The new guards by his door at night, Amefin, had one advantage over Lusin and his old friends, and even over Gweyl and his comrades: they were far less forward to charge after him on their own initiative. He went down the hall, down the stairs, and past the closed great hall as if he were going to Emuin’s tower, with only two of the Amefin in attendance, and descended into the lower corri-dor where the servants had left only the single candles burning in the sconces.
Owl came winging past him, from whatever perch he had occupied. He had wondered would Owl agree with him, and Owl evidently did—Owl swooped down the hall ahead of him to the disquiet of the young men of his guard.
He had envisioned willing the Lines into his sight and the wards opening for him in an orderly, careful process; he had envisioned alerting Emuin, in the moments before he went, to keep his intentions out of the gray space as long as possible.
But the instant Owl reached that part of the hall the Lines were there and the old mews showed itself without his will, blue and rustling with wings; and into that vision Owl glided, away and away into the blue depths.
—Emuin! he had time to think.
But only that. Owl, contrary bird, had chosen a path of his own without his wishing it, and he followed, as follow he must…
The light became gray, sunlight falling aslant through familiar tumbled beams.

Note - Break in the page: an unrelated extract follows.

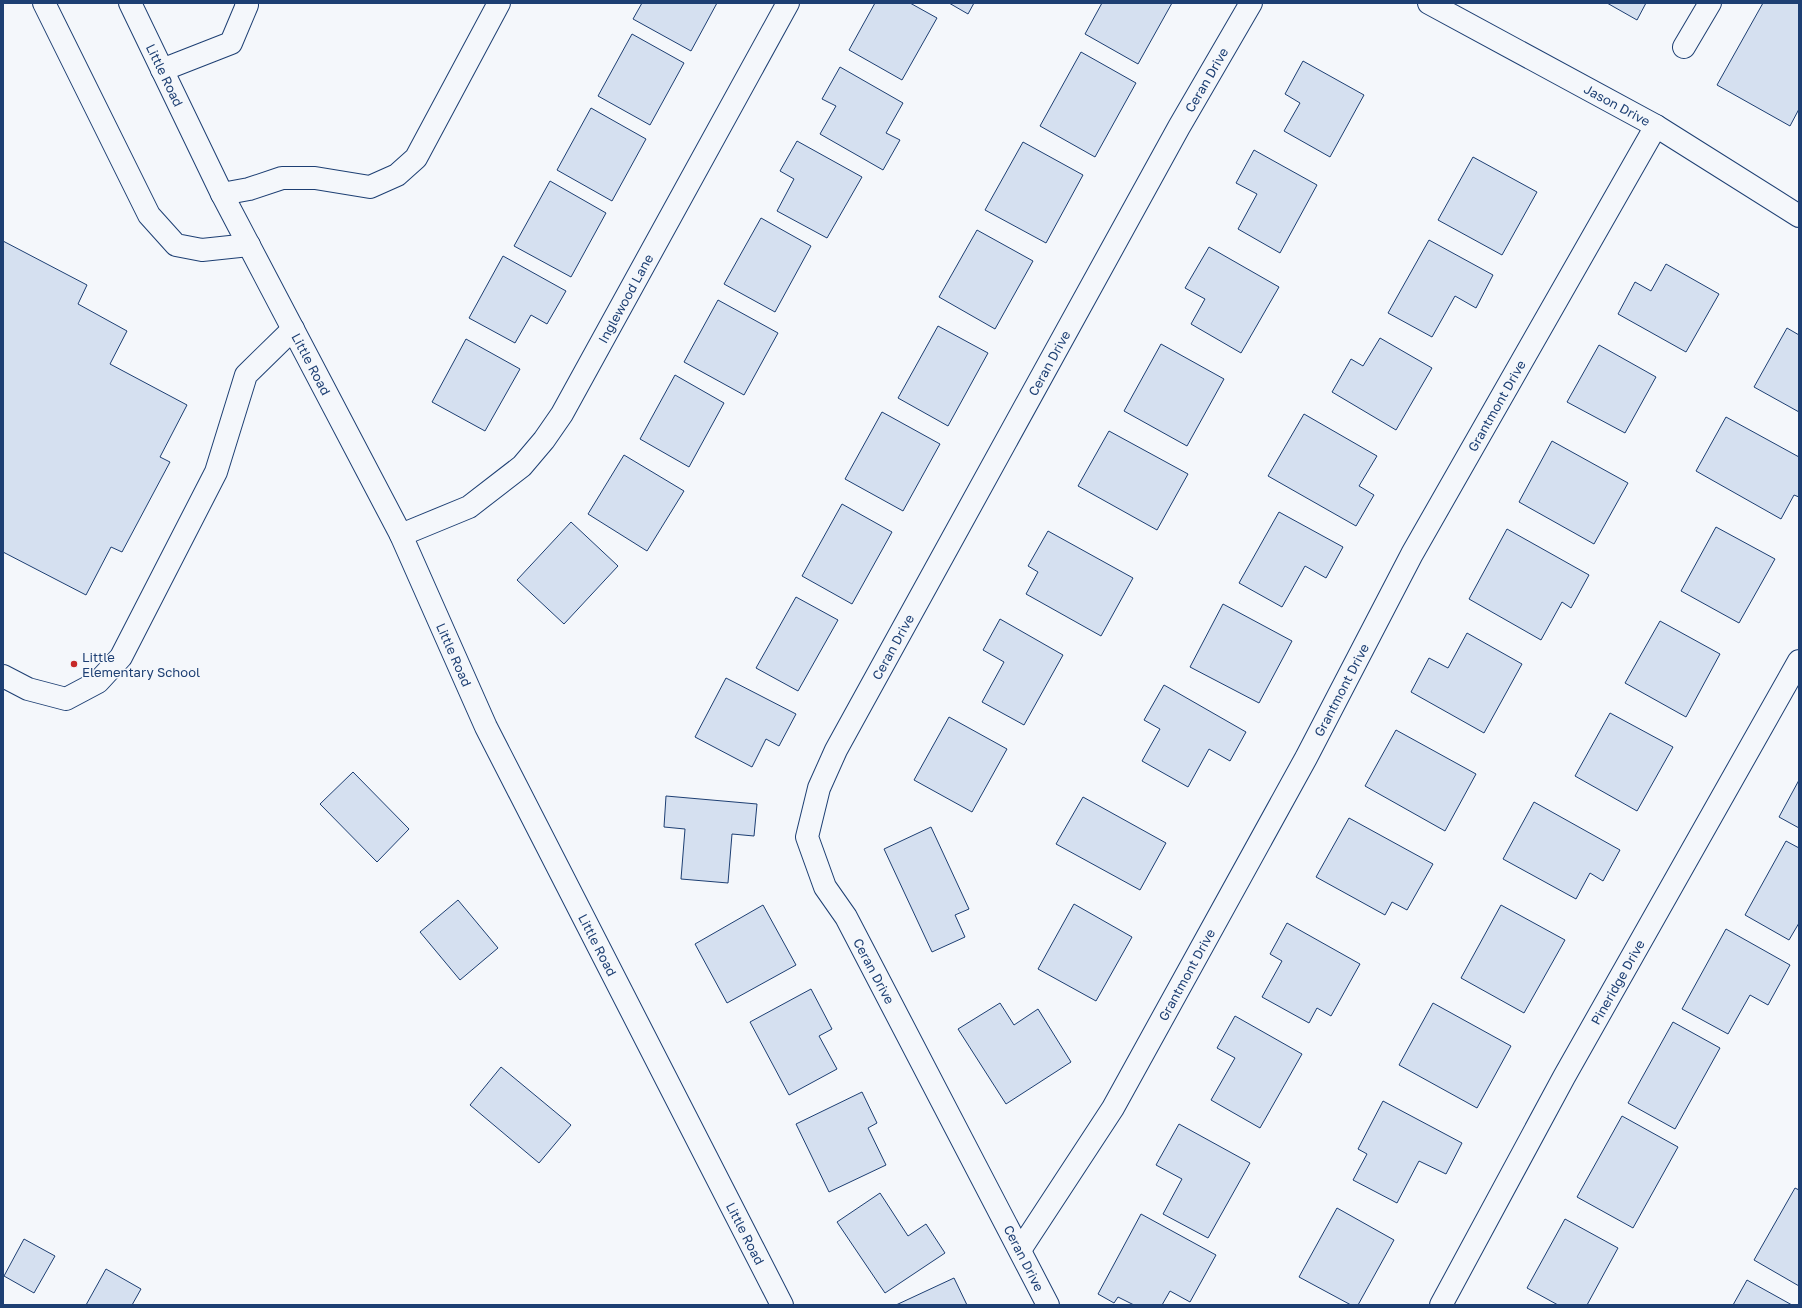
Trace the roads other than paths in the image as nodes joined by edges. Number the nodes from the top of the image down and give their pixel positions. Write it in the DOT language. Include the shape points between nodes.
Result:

He was at Ynefel, not Guelemara… and wanting Guelemara, he wandered and stumbled instead through the ruin of Ynefel’s lower hall.
He was immediately put out with Owl. He had no imminent sense of the enemy’s presence, but he knew the enemy might lurk anywhere and knew if he went delving into one place and the other, it only increased his chances of encountering danger.

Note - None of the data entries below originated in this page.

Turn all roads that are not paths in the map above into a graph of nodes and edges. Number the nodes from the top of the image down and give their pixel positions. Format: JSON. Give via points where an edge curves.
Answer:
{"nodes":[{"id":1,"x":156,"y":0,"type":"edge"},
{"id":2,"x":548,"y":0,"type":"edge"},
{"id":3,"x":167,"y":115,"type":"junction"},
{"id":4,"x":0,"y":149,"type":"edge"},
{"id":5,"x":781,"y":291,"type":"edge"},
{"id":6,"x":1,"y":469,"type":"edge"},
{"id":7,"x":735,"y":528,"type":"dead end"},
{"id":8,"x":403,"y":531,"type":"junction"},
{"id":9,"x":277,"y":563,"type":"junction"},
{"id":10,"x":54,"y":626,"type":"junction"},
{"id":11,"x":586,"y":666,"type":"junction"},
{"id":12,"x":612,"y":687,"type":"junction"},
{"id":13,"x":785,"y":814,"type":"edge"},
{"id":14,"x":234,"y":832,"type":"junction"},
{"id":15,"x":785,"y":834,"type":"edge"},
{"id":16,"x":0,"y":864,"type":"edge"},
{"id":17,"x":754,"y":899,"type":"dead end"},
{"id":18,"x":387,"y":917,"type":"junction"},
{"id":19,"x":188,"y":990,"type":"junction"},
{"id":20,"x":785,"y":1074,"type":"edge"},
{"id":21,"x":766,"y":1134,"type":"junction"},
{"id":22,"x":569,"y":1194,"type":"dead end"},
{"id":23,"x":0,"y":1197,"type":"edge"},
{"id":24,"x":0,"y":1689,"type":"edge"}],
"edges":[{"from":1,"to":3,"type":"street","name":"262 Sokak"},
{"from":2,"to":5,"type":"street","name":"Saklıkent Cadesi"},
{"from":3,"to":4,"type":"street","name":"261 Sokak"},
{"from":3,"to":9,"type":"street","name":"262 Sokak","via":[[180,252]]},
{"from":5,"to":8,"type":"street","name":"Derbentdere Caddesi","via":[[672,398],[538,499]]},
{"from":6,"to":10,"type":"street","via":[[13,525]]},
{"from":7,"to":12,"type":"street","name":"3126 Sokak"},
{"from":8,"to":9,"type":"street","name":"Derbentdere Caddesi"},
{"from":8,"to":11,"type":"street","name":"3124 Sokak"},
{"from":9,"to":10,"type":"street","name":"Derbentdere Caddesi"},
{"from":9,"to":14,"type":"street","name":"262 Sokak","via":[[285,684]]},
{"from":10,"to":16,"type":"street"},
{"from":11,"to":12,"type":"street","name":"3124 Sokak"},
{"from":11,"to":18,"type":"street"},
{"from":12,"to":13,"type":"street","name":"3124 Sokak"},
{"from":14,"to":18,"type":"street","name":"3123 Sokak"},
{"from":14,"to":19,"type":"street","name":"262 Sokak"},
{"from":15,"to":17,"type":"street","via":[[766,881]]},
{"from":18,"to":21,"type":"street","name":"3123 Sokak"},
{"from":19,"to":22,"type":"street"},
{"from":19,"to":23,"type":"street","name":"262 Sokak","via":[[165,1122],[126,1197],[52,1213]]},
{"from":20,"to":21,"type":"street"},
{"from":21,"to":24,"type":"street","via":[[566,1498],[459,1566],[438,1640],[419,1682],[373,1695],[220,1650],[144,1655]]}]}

Hasufin had held this place… had been born here, perhaps, and this shattered hall was more likely a haunt than most. Ynefel was first, a place old, and enchanted long ago, walls more ancient than any existence he had had.
That was the peculiar strangeness the mews evoked. He was never conscious of himself as being old, but he knew in his bones what was older than his presence in this land. And Ynefel was one such Place, a tether for strayed, damned souls.
Shadows ran here, the dead, he had come to understand, of lost Galasien, not of Men. All around him, he saw the faces locked in Ynefel’s walls, stone faces that had seemed at night to move in the trick of a passing candle.
Three in particular stood at the corner above, where the stairs had turned. The wooden stairs had fallen, but as he looked up he saw them still watching, one seeming horrified, and one angry, the third at this remove seeming to drowse in disinterest.
He blinked and shivered, and was suddenly in the courtyard of Ynefel, looking back at the door, where Mauryl’s face had joined the rest.
Mauryl looked outward and elsewhere, seeming blind to him now, disinterested.
Owl flew past, and he was glad to look away. Any sight was better than Mauryl’s disregard of him. He followed Owl, angry, determined that Owl should lead him now where he would…
He blinked and stood under the open night sky, among ruins that glowed blue with spectral fire. This was Uleman’s handiwork… in Althalen.
Not here, either, he said to Owl, angry and desperate.
Time meant nothing in the gray space. An eye might have blinked in the world of Men; the sun might have risen. He could ill afford Owl’s whims, willed him to lead true, and still Owl evaded him, and led him past a line of blue fire, the Line of a ruined palace.